** Source material follows **

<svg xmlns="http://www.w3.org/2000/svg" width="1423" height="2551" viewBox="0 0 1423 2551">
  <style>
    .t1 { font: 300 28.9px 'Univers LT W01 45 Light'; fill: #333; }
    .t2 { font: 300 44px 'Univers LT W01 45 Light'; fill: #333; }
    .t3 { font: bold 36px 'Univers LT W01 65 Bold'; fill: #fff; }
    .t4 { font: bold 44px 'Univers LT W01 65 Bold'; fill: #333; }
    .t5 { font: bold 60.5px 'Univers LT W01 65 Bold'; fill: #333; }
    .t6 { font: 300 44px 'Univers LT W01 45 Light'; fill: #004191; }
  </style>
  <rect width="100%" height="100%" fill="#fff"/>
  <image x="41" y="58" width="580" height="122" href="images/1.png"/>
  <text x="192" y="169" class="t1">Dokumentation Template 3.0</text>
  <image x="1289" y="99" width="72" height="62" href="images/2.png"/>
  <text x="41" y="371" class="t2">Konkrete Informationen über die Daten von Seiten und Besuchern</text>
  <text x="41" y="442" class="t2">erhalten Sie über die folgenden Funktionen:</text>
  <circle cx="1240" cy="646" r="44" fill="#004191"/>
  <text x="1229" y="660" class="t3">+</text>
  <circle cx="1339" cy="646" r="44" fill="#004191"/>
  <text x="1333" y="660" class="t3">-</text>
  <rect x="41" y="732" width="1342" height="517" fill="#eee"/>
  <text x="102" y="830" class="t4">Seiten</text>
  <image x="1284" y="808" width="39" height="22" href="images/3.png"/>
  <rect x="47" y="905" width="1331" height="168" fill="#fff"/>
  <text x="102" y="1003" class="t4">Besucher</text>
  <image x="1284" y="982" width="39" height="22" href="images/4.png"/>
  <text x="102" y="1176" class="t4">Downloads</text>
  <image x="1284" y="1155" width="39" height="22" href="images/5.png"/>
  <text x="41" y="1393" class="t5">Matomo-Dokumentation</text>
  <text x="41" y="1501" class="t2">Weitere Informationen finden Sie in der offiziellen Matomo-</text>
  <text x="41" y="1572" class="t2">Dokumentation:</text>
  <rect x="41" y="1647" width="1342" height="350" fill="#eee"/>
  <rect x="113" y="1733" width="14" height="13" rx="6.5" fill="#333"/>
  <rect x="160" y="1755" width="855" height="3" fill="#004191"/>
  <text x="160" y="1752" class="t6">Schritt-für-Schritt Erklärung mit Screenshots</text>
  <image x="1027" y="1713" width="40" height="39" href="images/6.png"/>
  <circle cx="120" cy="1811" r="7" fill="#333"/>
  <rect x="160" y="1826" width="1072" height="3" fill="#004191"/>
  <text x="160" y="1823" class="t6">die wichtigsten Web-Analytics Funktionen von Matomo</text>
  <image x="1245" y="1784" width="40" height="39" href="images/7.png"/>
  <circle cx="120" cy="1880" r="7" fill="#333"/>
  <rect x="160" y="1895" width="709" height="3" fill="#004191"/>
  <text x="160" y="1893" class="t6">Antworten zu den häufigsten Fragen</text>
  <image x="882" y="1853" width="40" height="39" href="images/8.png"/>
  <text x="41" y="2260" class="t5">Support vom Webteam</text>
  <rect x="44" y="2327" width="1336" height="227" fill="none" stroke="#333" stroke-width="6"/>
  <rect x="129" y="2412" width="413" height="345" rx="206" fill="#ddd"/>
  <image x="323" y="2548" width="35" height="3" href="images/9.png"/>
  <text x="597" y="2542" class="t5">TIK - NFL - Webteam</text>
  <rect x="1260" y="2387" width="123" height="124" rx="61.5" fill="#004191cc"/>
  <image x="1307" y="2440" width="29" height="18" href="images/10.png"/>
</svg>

** End of Source material **

→ Task goal: Please copy the line holding "Erklärung mit Screenshots</text>" and all lines after it to the end of the records, exactly, and nothing else.

→ Written answer:
  <text x="160" y="1752" class="t6">Schritt-für-Schritt Erklärung mit Screenshots</text>
  <image x="1027" y="1713" width="40" height="39" href="images/6.png"/>
  <circle cx="120" cy="1811" r="7" fill="#333"/>
  <rect x="160" y="1826" width="1072" height="3" fill="#004191"/>
  <text x="160" y="1823" class="t6">die wichtigsten Web-Analytics Funktionen von Matomo</text>
  <image x="1245" y="1784" width="40" height="39" href="images/7.png"/>
  <circle cx="120" cy="1880" r="7" fill="#333"/>
  <rect x="160" y="1895" width="709" height="3" fill="#004191"/>
  <text x="160" y="1893" class="t6">Antworten zu den häufigsten Fragen</text>
  <image x="882" y="1853" width="40" height="39" href="images/8.png"/>
  <text x="41" y="2260" class="t5">Support vom Webteam</text>
  <rect x="44" y="2327" width="1336" height="227" fill="none" stroke="#333" stroke-width="6"/>
  <rect x="129" y="2412" width="413" height="345" rx="206" fill="#ddd"/>
  <image x="323" y="2548" width="35" height="3" href="images/9.png"/>
  <text x="597" y="2542" class="t5">TIK - NFL - Webteam</text>
  <rect x="1260" y="2387" width="123" height="124" rx="61.5" fill="#004191cc"/>
  <image x="1307" y="2440" width="29" height="18" href="images/10.png"/>
</svg>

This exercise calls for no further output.